_Collected data_

__________________________________________________

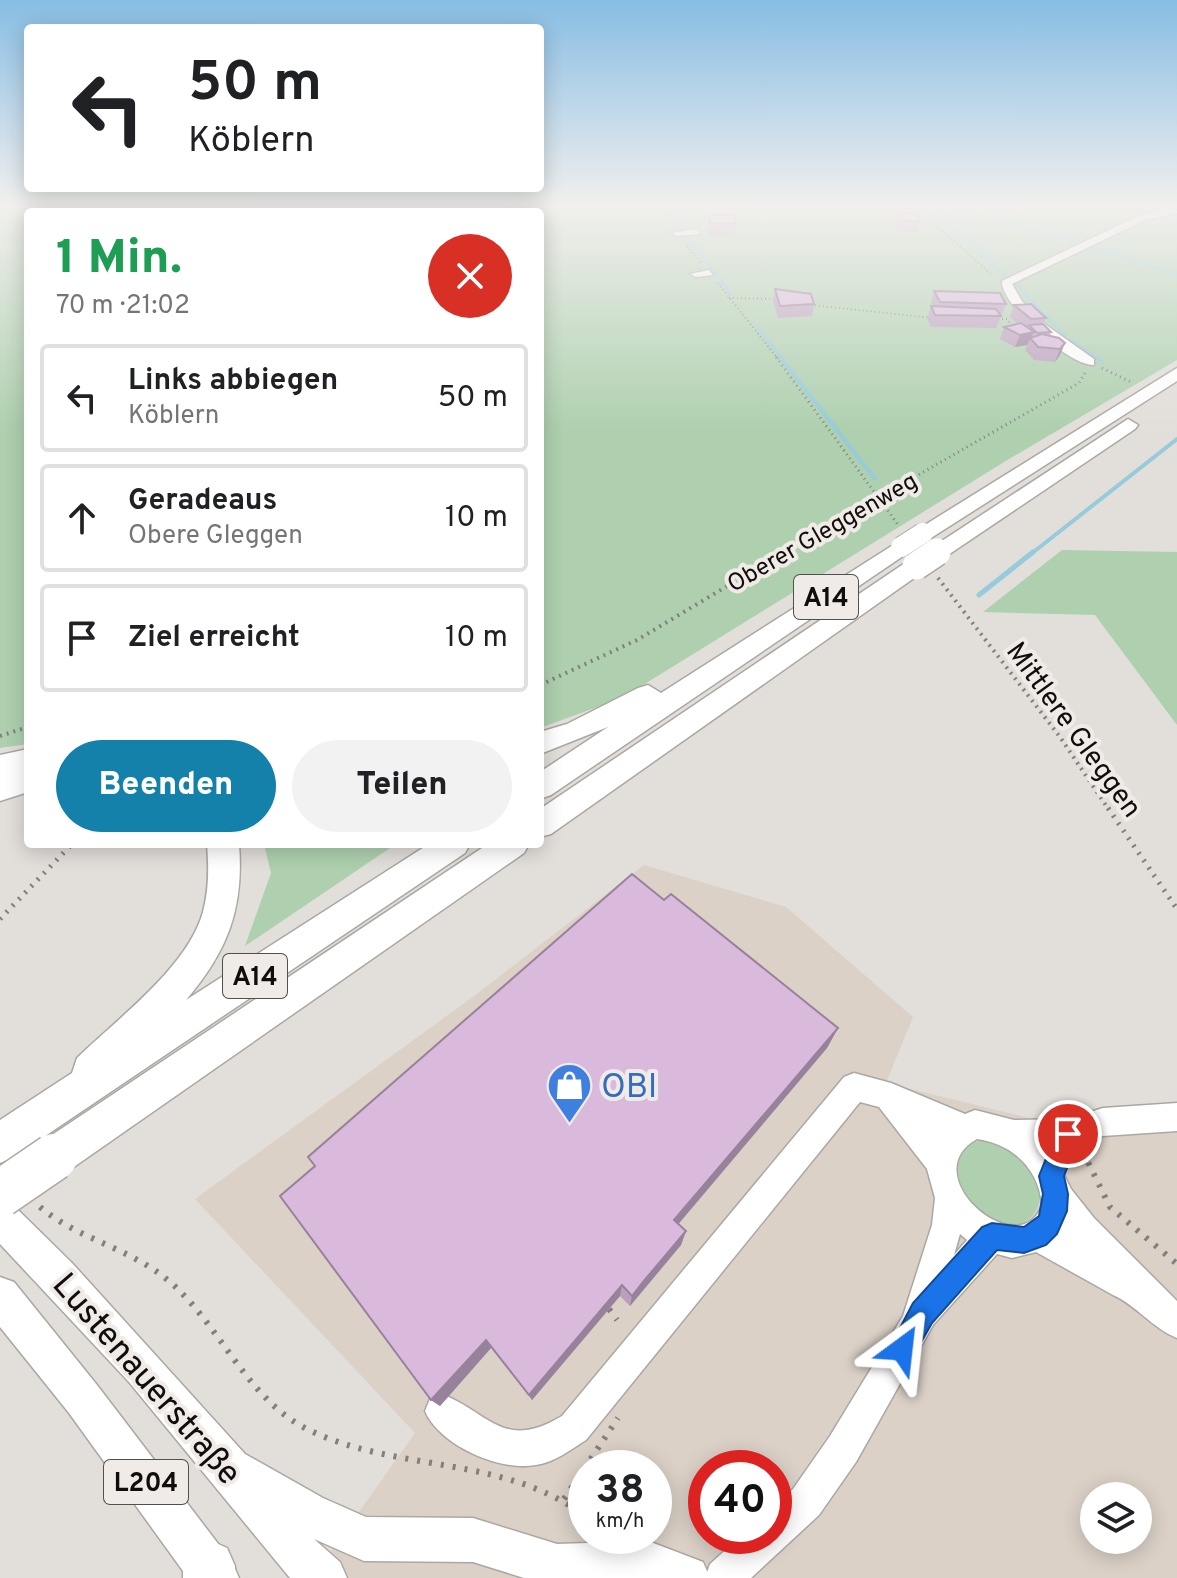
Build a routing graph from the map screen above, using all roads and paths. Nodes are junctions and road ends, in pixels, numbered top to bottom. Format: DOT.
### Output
graph roads {
  1 [pos="711,282"];
  2 [pos="1003,282"];
  3 [pos="1009,282"];
  4 [pos="1006,283"];
  5 [pos="729,298"];
  6 [pos="785,299"];
  7 [pos="805,303"];
  8 [pos="937,318"];
  9 [pos="993,319"];
  10 [pos="1014,331"];
  11 [pos="1089,362"];
  12 [pos="1177,373"];
  13 [pos="1135,384"];
  14 [pos="1177,395"];
  15 [pos="879,497"];
  16 [pos="918,550"];
  17 [pos="751,646"];
  18 [pos="544,683"];
  19 [pos="24,728"];
  20 [pos="0,736"];
  21 [pos="544,742"];
  22 [pos="24,761"];
  23 [pos="0,766"];
  24 [pos="24,782"];
  25 [pos="544,784"];
  26 [pos="0,789"];
  27 [pos="544,822"];
  28 [pos="68,848"];
  29 [pos="224,848"];
  30 [pos="448,848"];
  31 [pos="507,848"];
  32 [pos="1177,909"];
  33 [pos="0,919"];
  34 [pos="889,1099"];
  35 [pos="1177,1117"];
  36 [pos="26,1126"];
  37 [pos="963,1127"];
  38 [pos="1016,1134"];
  39 [pos="1068,1134"];
  40 [pos="940,1161"];
  41 [pos="1054,1185"];
  42 [pos="950,1200"];
  43 [pos="12,1205"];
  44 [pos="1037,1235"];
  45 [pos="992,1236"];
  46 [pos="1177,1264"];
  47 [pos="1143,1294"];
  48 [pos="0,1296"];
  49 [pos="609,1309"];
  50 [pos="923,1313"];
  51 [pos="617,1320"];
  52 [pos="1177,1322"];
  53 [pos="621,1404"];
  54 [pos="442,1411"];
  55 [pos="228,1466"];
  56 [pos="564,1499"];
  57 [pos="568,1502"];
  58 [pos="792,1514"];
  59 [pos="746,1554"];
  60 [pos="211,1574"];
  61 [pos="721,1574"];
  62 [pos="324,1578"];
  63 [pos="687,1578"];
  1 -- 5 [label="path, Mittlere Gleggen"];
  2 -- 4 [label="path"];
  3 -- 4 [label="street"];
  4 -- 11 [label="street"];
  5 -- 6 [label="path"];
  5 -- 15 [label="path, Mittlere Gleggen"];
  7 -- 8 [label="path"];
  9 -- 10 [label="path"];
  11 -- 13 [label="path"];
  11 -- 15 [label="path, Oberer Gleggenweg"];
  12 -- 16 [label="highway, A14"];
  14 -- 16 [label="highway, A14"];
  15 -- 16 [label="path, Mittlere Gleggen"];
  15 -- 18 [label="path, Oberer Gleggenweg"];
  16 -- 17 [label="highway, A14"];
  16 -- 27 [label="highway, A14"];
  16 -- 32 [label="path, Mittlere Gleggen"];
  17 -- 21 [label="highway"];
  17 -- 25 [label="highway, A14"];
  19 -- 20 [label="path"];
  22 -- 23 [label="highway"];
  24 -- 26 [label="highway"];
  28 -- 33 [label="path"];
  29 -- 36 [label="highway"];
  30 -- 36 [label="highway, A14"];
  31 -- 43 [label="highway, A14, bridge"];
  34 -- 37 [label="street"];
  34 -- 40 [label="street"];
  34 -- 54 [label="street"];
  35 -- 39 [label="street"];
  37 -- 38 [label="street"];
  37 -- 40 [label="street"];
  38 -- 39 [label="street"];
  38 -- 41 [label="street"];
  39 -- 41 [label="street"];
  39 -- 46 [label="path"];
  40 -- 42 [label="street"];
  41 -- 44 [label="street"];
  41 -- 47 [label="street"];
  42 -- 45 [label="street"];
  42 -- 50 [label="street"];
  43 -- 55 [label="main road, Lustenauerstraße / L204"];
  43 -- 56 [label="path"];
  44 -- 45 [label="street"];
  44 -- 47 [label="street"];
  45 -- 50 [label="street"];
  47 -- 52 [label="street"];
  48 -- 60 [label="main road, Lustenauerstraße / L204"];
  49 -- 51 [label="path"];
  50 -- 58 [label="street"];
  53 -- 56 [label="path"];
  55 -- 62 [label="main road, Lustenauerstraße / L204"];
  55 -- 63 [label="main road"];
  56 -- 57 [label="path"];
  59 -- 61 [label="street"];
}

__________________________________________________

_Task to carry out_
Go through the records and repeat each one exactly, skipping anything that is a picture.

_Answer for the task_
Build a routing graph from the map screen above, using all roads and paths. Nodes are junctions and road ends, in pixels, numbered top to bottom. Format: DOT.
### Output
graph roads {
  1 [pos="711,282"];
  2 [pos="1003,282"];
  3 [pos="1009,282"];
  4 [pos="1006,283"];
  5 [pos="729,298"];
  6 [pos="785,299"];
  7 [pos="805,303"];
  8 [pos="937,318"];
  9 [pos="993,319"];
  10 [pos="1014,331"];
  11 [pos="1089,362"];
  12 [pos="1177,373"];
  13 [pos="1135,384"];
  14 [pos="1177,395"];
  15 [pos="879,497"];
  16 [pos="918,550"];
  17 [pos="751,646"];
  18 [pos="544,683"];
  19 [pos="24,728"];
  20 [pos="0,736"];
  21 [pos="544,742"];
  22 [pos="24,761"];
  23 [pos="0,766"];
  24 [pos="24,782"];
  25 [pos="544,784"];
  26 [pos="0,789"];
  27 [pos="544,822"];
  28 [pos="68,848"];
  29 [pos="224,848"];
  30 [pos="448,848"];
  31 [pos="507,848"];
  32 [pos="1177,909"];
  33 [pos="0,919"];
  34 [pos="889,1099"];
  35 [pos="1177,1117"];
  36 [pos="26,1126"];
  37 [pos="963,1127"];
  38 [pos="1016,1134"];
  39 [pos="1068,1134"];
  40 [pos="940,1161"];
  41 [pos="1054,1185"];
  42 [pos="950,1200"];
  43 [pos="12,1205"];
  44 [pos="1037,1235"];
  45 [pos="992,1236"];
  46 [pos="1177,1264"];
  47 [pos="1143,1294"];
  48 [pos="0,1296"];
  49 [pos="609,1309"];
  50 [pos="923,1313"];
  51 [pos="617,1320"];
  52 [pos="1177,1322"];
  53 [pos="621,1404"];
  54 [pos="442,1411"];
  55 [pos="228,1466"];
  56 [pos="564,1499"];
  57 [pos="568,1502"];
  58 [pos="792,1514"];
  59 [pos="746,1554"];
  60 [pos="211,1574"];
  61 [pos="721,1574"];
  62 [pos="324,1578"];
  63 [pos="687,1578"];
  1 -- 5 [label="path, Mittlere Gleggen"];
  2 -- 4 [label="path"];
  3 -- 4 [label="street"];
  4 -- 11 [label="street"];
  5 -- 6 [label="path"];
  5 -- 15 [label="path, Mittlere Gleggen"];
  7 -- 8 [label="path"];
  9 -- 10 [label="path"];
  11 -- 13 [label="path"];
  11 -- 15 [label="path, Oberer Gleggenweg"];
  12 -- 16 [label="highway, A14"];
  14 -- 16 [label="highway, A14"];
  15 -- 16 [label="path, Mittlere Gleggen"];
  15 -- 18 [label="path, Oberer Gleggenweg"];
  16 -- 17 [label="highway, A14"];
  16 -- 27 [label="highway, A14"];
  16 -- 32 [label="path, Mittlere Gleggen"];
  17 -- 21 [label="highway"];
  17 -- 25 [label="highway, A14"];
  19 -- 20 [label="path"];
  22 -- 23 [label="highway"];
  24 -- 26 [label="highway"];
  28 -- 33 [label="path"];
  29 -- 36 [label="highway"];
  30 -- 36 [label="highway, A14"];
  31 -- 43 [label="highway, A14, bridge"];
  34 -- 37 [label="street"];
  34 -- 40 [label="street"];
  34 -- 54 [label="street"];
  35 -- 39 [label="street"];
  37 -- 38 [label="street"];
  37 -- 40 [label="street"];
  38 -- 39 [label="street"];
  38 -- 41 [label="street"];
  39 -- 41 [label="street"];
  39 -- 46 [label="path"];
  40 -- 42 [label="street"];
  41 -- 44 [label="street"];
  41 -- 47 [label="street"];
  42 -- 45 [label="street"];
  42 -- 50 [label="street"];
  43 -- 55 [label="main road, Lustenauerstraße / L204"];
  43 -- 56 [label="path"];
  44 -- 45 [label="street"];
  44 -- 47 [label="street"];
  45 -- 50 [label="street"];
  47 -- 52 [label="street"];
  48 -- 60 [label="main road, Lustenauerstraße / L204"];
  49 -- 51 [label="path"];
  50 -- 58 [label="street"];
  53 -- 56 [label="path"];
  55 -- 62 [label="main road, Lustenauerstraße / L204"];
  55 -- 63 [label="main road"];
  56 -- 57 [label="path"];
  59 -- 61 [label="street"];
}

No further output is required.